Presidente da AMB participou da audiência pública e destacou que é preciso criar políticas públicas efetivas para refugiados, não apenas emergenciais

A acolhida humanitária dos afegãos no Brasil foi tema de discussão da Comissão Mista sobre Migrações e Refugiados. A presidente da Associação dos Magistrados Brasileiros (AMB), Renata Gil, foi uma das convidadas a falar sobre o sucesso do programa “Nós por Elas”, uma ação capitaneada pela entidade há um ano para resgatar juízas ameaçadas pelo regime Talibã, após a tomada do poder no Afeganistão.

Renata Gil destacou o trabalho conjunto realizado pela AMB com o apoio do Ministério da Justiça, das Relações Exteriores e do Itamaraty para que as magistradas tivessem seus vistos emergenciais emitidos em tempo recorde. Ela ressaltou a importância do acolhimento e assentamento de refugiados no Brasil. “Nós precisamos criar políticas públicas efetivas e não apenas emergenciais. Essas políticas precisam ser perenes e esse é o desafio de todas as instituições”, afirmou.
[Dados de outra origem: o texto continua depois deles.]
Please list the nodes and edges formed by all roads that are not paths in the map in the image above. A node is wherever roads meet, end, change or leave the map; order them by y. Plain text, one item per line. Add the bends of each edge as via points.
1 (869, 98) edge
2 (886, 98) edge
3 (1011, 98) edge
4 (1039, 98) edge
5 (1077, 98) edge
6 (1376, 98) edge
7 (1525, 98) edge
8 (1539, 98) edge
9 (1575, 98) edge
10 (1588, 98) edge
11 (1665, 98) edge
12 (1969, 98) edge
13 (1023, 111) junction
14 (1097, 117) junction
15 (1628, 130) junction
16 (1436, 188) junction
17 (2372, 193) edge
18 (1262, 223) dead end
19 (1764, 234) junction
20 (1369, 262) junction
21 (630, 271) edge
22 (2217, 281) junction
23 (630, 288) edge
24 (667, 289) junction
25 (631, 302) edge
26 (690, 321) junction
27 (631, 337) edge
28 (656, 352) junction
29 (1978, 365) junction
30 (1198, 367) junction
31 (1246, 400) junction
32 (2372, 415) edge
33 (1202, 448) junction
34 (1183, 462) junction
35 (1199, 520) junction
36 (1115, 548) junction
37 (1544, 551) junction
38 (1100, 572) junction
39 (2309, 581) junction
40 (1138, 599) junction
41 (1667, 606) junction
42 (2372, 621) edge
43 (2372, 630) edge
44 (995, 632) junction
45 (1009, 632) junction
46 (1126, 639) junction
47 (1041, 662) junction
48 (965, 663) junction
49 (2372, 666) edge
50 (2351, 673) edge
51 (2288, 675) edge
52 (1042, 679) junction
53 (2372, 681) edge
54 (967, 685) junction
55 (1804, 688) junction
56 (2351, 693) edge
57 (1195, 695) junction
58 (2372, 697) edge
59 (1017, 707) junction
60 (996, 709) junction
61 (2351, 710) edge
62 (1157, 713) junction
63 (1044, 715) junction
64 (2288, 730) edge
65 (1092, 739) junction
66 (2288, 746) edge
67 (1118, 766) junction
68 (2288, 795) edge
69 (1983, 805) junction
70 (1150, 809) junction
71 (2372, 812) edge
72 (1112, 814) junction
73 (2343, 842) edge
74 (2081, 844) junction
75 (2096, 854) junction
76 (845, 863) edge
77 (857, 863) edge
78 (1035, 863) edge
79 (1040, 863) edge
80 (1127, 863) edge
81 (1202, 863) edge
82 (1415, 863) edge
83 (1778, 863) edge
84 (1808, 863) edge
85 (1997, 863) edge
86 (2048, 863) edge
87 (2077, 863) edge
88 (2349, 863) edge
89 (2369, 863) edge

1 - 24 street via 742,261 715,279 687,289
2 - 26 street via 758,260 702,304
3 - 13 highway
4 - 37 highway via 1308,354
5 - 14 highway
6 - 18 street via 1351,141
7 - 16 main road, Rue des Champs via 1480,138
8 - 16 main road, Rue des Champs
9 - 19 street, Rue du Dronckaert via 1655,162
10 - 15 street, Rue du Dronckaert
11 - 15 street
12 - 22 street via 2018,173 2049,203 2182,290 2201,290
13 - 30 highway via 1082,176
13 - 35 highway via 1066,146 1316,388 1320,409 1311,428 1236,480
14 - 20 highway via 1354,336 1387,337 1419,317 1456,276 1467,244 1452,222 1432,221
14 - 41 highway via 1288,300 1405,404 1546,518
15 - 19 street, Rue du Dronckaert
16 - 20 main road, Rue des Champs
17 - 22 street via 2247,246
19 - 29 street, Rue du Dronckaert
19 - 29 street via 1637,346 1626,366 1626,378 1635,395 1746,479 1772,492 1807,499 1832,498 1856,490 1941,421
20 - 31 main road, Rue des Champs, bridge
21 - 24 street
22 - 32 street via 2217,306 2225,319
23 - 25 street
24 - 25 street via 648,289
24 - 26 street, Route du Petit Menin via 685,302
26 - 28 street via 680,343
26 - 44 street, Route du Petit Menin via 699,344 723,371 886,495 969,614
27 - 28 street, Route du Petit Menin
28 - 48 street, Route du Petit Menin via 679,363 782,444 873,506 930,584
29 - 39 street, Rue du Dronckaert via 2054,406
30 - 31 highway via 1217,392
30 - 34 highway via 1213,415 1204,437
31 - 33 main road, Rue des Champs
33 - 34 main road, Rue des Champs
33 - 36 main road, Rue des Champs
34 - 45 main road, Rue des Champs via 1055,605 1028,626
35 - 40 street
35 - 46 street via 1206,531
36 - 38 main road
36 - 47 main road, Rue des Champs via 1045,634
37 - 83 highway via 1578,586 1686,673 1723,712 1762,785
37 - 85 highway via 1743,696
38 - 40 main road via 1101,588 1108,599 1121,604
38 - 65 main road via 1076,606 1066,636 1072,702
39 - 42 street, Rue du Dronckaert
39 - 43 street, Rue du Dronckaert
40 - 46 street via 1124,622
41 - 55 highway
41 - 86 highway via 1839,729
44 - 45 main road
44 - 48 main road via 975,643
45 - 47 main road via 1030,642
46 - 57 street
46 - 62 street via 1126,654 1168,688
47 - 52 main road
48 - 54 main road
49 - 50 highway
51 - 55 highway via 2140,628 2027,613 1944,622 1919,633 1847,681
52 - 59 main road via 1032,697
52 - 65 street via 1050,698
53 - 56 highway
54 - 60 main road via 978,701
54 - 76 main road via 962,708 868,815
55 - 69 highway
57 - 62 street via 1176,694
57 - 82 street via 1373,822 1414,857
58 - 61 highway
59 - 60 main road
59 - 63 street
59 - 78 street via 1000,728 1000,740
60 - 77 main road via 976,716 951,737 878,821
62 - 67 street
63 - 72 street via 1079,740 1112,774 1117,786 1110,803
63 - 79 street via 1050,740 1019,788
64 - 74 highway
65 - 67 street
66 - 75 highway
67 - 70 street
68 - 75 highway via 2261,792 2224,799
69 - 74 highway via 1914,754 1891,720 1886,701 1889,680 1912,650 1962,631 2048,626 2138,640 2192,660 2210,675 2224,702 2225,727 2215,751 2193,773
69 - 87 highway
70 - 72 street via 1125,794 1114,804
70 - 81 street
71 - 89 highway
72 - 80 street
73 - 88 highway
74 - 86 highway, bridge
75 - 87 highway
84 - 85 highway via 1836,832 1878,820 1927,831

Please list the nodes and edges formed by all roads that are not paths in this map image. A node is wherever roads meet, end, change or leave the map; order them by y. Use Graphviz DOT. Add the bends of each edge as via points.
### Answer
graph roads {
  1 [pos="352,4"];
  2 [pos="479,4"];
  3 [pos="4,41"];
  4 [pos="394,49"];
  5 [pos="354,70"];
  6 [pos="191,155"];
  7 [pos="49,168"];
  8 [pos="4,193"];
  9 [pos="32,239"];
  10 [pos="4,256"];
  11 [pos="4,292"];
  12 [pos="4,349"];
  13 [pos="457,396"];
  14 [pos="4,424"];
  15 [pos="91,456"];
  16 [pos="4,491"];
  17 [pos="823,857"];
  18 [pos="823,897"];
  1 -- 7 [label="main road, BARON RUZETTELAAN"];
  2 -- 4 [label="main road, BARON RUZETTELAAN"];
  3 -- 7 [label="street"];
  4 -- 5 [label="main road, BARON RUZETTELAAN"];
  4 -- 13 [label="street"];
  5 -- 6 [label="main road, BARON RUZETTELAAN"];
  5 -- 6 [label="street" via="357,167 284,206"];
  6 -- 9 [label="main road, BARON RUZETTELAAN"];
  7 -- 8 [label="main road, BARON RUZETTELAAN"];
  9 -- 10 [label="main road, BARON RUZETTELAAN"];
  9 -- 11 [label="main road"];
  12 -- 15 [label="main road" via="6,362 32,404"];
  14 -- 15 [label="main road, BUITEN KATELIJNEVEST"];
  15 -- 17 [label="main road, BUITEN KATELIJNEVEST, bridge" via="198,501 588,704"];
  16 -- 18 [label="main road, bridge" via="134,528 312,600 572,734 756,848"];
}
A magistrada reafirmou a necessidade de cooperação do parlamento para que os refugiados consigam a revalidação de seus diplomas, a fim de garantir o exercício de suas profissões, conforme sua qualificação. “Muitas pessoas que têm chegado ao Brasil possuem qualificação alta e a revalidação dos diplomas é de extrema importância. Precisamos do apoio do parlamento não só na construção dessas políticas públicas, mas na criação de um órgão interinstitucional para trabalhar as questões migratórias”.

A presidente da AMB ainda falou sobre os desafios enfrentados no acolhimento, a garantia de serviços como educação e saúde, além do choque cultural que as juízas e seus familiares sentiram em chegar em um país com uma cultura tão diferente. A AMB fez um grande esforço para buscar parceiros e fornecer a ajuda necessária para a adaptação desses refugiados - tudo documentado em um grande plano de ação, que se tornou modelo para todos. “Nós fomos a única associação de juízes no mundo a fazer esse plano estratégico, o qual é modelo para outros países, entidades e missões no mundo inteiro”.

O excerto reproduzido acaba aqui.